As volume must also be mounted to the docker-volume-backup container, an example of which, taken from deploy-hortusfox.yaml playbook, is shown below.

- name: Deploy a containerised instance of Docker Volume Backup
  ansible.builtin.include_tasks:
    file: tasks/deploy-docker-volume-backup.yaml
  vars:
    docker_volume_backup_volume_to_backup:
      - "{{ hortusfox_db_backup_volume_name }}:/backup/hortusfox_db-backup:ro"
    docker_volume_backup_backup_label: "{{ hortusfox_service_name }}-db"

TO DO: I could not get the database backups to work using docker-socket-proxy and had to bind to the docker socket directly.

Off-Site backup

For off-site backup, a Cloud Sync Task is configured within the Storage server to push the backup files created by docker-volume-backup to a cloud storage provider. The task is scheduled to be run daily at 1am.

Nextcloud AOI Backup

Nextcloud AOI (All in One) uses BorgBackup to manage backups.

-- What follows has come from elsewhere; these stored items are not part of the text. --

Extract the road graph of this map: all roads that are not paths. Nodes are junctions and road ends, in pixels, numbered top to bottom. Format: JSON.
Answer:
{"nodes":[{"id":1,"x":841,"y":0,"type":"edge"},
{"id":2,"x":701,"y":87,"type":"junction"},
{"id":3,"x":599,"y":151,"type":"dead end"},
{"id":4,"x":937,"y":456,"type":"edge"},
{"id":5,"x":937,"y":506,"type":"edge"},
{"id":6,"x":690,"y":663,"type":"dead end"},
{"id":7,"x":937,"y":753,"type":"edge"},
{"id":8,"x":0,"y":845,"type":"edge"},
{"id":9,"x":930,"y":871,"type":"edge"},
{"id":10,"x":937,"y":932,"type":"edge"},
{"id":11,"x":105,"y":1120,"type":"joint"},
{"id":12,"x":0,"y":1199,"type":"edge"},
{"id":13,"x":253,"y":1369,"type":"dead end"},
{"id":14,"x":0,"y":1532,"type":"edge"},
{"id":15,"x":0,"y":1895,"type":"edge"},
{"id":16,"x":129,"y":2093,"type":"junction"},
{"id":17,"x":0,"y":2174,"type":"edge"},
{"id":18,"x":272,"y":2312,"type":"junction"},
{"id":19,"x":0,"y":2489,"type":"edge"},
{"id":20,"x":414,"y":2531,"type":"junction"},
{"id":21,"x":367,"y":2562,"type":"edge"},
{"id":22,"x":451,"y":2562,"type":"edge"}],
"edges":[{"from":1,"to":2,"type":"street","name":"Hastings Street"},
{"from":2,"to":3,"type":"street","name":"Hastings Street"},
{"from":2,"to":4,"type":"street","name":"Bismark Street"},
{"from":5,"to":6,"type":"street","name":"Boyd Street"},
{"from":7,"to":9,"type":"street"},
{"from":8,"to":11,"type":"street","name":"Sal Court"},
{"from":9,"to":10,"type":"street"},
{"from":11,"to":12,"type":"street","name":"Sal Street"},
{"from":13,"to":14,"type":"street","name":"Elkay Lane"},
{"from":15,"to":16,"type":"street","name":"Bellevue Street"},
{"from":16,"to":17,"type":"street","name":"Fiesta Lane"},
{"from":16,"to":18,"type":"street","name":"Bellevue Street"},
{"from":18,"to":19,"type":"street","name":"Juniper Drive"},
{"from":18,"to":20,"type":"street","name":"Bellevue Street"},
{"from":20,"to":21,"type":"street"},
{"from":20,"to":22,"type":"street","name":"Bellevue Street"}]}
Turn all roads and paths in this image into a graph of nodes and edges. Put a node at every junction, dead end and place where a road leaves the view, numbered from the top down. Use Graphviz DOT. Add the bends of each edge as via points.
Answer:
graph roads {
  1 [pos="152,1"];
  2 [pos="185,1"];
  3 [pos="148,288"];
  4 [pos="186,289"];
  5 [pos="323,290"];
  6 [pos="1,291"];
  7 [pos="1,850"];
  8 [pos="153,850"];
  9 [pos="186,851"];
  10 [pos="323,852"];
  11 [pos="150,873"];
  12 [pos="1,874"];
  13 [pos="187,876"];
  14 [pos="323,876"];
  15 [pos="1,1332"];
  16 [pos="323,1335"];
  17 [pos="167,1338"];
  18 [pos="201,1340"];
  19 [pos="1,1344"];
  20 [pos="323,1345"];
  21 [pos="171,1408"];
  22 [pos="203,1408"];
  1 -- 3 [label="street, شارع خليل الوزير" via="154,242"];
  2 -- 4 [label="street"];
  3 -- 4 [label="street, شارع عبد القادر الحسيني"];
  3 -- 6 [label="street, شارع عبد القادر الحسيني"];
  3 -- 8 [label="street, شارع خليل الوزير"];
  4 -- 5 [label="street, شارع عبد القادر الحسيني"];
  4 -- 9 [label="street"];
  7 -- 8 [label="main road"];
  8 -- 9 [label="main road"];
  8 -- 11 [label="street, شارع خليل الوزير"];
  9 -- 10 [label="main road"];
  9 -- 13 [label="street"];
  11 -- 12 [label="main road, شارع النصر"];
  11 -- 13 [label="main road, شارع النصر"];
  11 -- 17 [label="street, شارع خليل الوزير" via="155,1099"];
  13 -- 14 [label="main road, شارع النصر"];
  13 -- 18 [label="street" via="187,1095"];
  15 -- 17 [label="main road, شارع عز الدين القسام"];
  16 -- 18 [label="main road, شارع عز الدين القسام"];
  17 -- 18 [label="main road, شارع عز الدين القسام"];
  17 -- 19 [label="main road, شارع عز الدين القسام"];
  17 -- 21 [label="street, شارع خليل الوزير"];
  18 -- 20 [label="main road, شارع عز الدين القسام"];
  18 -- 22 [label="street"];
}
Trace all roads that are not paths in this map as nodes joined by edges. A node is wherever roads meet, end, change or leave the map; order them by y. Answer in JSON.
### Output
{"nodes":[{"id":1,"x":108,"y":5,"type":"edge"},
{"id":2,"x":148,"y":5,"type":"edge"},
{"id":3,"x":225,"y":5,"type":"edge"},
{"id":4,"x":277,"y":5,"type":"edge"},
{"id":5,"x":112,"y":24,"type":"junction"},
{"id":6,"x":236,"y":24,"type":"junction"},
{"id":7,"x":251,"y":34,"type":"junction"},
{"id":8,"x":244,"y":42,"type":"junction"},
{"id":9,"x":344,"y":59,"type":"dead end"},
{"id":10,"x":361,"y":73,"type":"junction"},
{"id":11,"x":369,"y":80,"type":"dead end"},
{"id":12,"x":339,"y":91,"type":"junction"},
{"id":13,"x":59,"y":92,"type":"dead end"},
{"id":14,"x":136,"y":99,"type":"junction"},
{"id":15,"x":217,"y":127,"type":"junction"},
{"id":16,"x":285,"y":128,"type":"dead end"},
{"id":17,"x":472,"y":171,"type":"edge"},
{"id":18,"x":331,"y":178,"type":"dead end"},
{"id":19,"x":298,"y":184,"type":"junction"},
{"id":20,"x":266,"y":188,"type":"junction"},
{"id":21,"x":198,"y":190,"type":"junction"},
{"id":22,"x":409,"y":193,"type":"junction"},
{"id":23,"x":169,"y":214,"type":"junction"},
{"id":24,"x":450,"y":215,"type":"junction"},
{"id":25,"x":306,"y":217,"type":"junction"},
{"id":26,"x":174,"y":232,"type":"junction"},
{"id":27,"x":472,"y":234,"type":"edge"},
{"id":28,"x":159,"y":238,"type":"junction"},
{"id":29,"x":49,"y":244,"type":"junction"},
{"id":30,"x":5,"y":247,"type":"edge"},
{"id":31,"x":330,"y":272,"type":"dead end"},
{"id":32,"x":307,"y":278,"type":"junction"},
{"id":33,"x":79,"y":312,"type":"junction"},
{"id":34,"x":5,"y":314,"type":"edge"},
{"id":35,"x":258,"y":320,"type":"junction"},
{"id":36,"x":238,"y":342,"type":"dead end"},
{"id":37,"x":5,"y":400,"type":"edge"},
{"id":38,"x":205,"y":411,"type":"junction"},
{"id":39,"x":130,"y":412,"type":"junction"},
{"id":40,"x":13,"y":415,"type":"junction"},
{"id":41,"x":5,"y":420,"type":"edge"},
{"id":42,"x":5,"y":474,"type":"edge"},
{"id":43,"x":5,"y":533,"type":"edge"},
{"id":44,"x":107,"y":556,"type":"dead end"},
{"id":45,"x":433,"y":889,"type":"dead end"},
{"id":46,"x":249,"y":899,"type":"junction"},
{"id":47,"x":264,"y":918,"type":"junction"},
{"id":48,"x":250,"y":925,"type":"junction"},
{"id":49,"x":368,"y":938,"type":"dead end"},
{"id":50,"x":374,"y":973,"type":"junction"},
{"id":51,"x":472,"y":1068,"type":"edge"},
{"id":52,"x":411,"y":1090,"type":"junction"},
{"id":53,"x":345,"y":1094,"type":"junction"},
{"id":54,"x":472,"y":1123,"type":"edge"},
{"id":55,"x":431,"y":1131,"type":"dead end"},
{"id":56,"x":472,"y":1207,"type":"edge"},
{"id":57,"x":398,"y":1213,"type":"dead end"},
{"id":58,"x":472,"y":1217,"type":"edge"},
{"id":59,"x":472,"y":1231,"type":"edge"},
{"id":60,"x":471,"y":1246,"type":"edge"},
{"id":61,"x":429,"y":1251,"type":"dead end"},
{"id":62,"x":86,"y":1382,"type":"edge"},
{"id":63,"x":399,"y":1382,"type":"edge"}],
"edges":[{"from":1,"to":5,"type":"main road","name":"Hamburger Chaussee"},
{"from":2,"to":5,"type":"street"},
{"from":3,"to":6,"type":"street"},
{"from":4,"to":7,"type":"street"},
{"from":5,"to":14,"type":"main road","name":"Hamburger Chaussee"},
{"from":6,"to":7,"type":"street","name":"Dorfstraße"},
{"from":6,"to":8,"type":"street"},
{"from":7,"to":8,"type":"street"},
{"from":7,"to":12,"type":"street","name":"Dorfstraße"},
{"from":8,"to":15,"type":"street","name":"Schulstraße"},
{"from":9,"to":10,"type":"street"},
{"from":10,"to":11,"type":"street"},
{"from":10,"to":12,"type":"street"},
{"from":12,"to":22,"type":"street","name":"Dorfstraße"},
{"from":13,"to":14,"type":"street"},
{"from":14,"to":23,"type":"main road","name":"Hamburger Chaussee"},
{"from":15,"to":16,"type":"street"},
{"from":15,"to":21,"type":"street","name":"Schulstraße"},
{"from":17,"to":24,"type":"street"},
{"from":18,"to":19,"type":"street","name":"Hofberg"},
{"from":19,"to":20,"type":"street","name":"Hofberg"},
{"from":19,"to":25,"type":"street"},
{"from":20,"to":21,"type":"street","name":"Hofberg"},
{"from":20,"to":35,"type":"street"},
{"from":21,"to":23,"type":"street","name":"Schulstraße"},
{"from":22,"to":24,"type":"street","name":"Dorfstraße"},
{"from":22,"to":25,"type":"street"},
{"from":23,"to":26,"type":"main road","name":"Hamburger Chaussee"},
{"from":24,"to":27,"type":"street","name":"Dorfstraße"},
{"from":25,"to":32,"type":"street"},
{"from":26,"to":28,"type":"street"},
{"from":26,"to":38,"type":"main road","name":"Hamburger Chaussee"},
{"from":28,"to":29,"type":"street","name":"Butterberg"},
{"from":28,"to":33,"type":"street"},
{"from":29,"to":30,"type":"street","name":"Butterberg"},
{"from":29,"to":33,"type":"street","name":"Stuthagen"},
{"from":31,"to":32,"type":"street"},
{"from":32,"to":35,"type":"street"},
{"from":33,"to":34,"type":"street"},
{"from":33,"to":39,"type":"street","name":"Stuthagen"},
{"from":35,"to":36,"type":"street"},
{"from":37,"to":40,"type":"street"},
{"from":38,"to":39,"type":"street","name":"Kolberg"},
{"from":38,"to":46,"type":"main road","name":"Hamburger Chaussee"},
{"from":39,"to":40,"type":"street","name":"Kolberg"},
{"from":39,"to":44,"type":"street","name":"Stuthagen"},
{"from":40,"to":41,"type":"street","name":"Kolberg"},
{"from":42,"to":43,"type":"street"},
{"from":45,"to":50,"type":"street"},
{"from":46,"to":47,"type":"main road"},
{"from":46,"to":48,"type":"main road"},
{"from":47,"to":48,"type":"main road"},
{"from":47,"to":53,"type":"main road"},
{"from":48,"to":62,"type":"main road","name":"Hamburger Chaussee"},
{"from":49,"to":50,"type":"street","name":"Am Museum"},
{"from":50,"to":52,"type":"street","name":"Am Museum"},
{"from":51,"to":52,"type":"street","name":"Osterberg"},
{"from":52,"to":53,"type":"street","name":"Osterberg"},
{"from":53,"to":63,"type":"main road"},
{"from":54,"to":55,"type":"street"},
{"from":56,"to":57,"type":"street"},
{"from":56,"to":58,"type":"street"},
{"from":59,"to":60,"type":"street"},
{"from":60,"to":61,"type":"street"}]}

An issue with the way the back up location is configured is that it cannot easily be changed once it is initially set. A way to manage this is described in the Github project page using the following to be able to have the Reset backup location button show in the AIO Interface.

root@nextcloud:~# docker exec nextcloud-aio-mastercontainer rm /mnt/docker-aio-config/data/borg.config

Documentation

Markdown

All documentation is written in Markdown, using the Markdown Guide as a reference, and linted, using markdownlint-cli2. The configuration for markdownlint is defined in .markdownlint.yaml.

Still to do

• Explore using an Proxmox network for Proxmox nodes, rather than having them on main network.